EnrichGT is based on clusterProfiler. clusterProfiler is one of the most powerful tools in R for enrichment analysis. It’s designed with pathway redundancy in mind and includes the clusterProfiler::simplify function to address this issue. This method, based on GOSemSim for GO similarity evaluation, is scientifically robust and highly effective.

However, there are some drawbacks:

  • GOSemSim is not fast, particularly when dealing with large or complex gene sets.

  • It doesn’t support databases like KEGG or Reactome.

Using GOSemSim to measure the semantic similarity between pathways is, theoretically, the best way to tackle redundancy. However, in practical cases—especially in experimental bioinformatics validation—researchers are more focused on the genes behind these pathways rather than the pathways themselves.

Alternative Approaches

Although clustering pathways based on gene overlap has received some criticism, it remains a viable approach in many situations. For this reason, I developed BioThemeFinder a few years ago to solve this problem. However, the tool is so awful (I am poor in coding…)

Today, two excellent alternatives exist:

  • simplifyEnrichment: This package is more scientifically rigorous (based on semantic similarity) and creates beautiful visualizations. It also doesn’t support databases like KEGG or Reactome.
  • aPEAR: A simpler and faster tool that better aligns with practical needs, making it my preferred choice.

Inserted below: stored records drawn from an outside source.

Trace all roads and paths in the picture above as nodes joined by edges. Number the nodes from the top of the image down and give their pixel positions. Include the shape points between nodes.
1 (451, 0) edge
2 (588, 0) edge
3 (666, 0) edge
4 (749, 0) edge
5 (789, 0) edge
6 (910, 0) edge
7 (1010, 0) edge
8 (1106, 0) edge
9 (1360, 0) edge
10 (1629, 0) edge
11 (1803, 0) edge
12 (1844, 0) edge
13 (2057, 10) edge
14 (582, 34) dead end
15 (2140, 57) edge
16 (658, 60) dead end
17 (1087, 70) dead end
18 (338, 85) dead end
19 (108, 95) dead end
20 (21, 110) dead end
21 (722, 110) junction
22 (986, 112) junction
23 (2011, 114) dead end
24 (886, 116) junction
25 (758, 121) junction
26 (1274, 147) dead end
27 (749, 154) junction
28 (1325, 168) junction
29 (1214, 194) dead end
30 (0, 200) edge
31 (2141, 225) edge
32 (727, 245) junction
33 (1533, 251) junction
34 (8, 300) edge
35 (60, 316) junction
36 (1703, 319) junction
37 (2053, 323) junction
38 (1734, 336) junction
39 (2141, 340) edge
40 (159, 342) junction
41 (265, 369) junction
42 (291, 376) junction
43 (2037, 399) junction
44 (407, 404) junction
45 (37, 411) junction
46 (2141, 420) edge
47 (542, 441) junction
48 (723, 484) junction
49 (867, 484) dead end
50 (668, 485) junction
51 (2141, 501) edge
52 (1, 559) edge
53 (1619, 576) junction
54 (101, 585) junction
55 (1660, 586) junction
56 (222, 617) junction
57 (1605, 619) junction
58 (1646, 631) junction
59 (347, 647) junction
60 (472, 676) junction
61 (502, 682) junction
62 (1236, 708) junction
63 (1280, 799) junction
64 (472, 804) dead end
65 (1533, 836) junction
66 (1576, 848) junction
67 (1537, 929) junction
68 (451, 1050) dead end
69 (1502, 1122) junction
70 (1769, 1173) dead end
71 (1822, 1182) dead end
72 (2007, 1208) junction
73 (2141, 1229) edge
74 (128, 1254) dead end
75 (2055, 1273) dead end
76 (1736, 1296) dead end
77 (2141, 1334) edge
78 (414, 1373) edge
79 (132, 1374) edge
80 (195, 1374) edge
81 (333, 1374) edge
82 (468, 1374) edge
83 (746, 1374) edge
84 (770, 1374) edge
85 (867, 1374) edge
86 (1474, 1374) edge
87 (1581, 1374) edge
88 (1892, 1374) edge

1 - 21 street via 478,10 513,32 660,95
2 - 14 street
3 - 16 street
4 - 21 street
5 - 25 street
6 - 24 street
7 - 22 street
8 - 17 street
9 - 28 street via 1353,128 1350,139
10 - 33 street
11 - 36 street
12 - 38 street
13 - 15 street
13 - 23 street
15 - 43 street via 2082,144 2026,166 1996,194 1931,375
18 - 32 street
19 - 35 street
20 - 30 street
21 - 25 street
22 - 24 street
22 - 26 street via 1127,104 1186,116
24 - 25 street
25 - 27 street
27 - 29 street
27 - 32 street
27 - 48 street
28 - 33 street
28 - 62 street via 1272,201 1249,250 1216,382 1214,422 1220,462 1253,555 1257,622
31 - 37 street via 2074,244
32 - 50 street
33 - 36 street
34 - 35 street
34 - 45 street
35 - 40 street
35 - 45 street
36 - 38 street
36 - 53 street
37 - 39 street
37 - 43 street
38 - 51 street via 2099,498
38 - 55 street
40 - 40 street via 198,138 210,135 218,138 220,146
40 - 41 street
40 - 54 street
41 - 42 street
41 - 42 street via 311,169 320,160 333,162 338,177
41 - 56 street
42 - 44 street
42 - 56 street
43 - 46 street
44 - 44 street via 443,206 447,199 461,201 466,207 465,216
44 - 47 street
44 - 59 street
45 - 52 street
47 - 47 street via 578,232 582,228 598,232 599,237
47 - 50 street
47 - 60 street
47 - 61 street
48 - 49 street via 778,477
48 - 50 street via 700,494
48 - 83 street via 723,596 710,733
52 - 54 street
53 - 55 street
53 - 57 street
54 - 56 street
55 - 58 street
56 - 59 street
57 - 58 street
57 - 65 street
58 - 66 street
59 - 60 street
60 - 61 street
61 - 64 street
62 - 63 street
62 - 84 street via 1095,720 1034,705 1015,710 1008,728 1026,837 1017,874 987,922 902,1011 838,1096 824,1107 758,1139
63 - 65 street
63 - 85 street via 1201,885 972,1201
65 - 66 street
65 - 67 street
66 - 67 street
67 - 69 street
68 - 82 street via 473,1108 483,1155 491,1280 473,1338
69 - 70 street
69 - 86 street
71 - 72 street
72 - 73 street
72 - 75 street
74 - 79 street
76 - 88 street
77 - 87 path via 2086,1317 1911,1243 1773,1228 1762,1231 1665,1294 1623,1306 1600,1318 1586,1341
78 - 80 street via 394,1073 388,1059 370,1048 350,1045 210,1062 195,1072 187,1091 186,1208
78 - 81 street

However, both of these tools have a common limitation: their visualizations are optimized for publication purposes rather than for exploratory research. I often find myself exporting CSV files or struggling with RStudio’s preview pane to fully explore enrichment tables. This inspired me to develop a more efficient solution. Also, they are slow. Please see the benchmark article.

Goals of This Package

The main purpose of developing this package is to provide a lightweight and practical solution to the problems mentioned above. Specifically, this package aims to:

  1. Cluster enrichment results based on hit genes or core enrichment from GSEA using term frequency analysis (from the output of the powerful clusterProfiler). This provides a clearer view of biological relevance by focusing on the genes that matter most.

  2. Visualize results using the Posit PBC’s gt package, which offers two key advantages:

    • Improved readability compared to traditional tables, making it easier to interpret results.
    • HTML-based output that allows for internal searching and filtering, making exploration more user-friendly.
  3. Seamless Integration with Publishing Tools : Another significant advantage of using the gt package is its seamless integration with modern publishing systems like rmarkdown and quarto. This ensures that your results can be easily shared and published in a professional format, while also allowing for interactive exploration during the research phase.


If you’re tired of redundant pathways cluttering your enrichment results or spending too much time on computational bottlenecks, this package is here to help.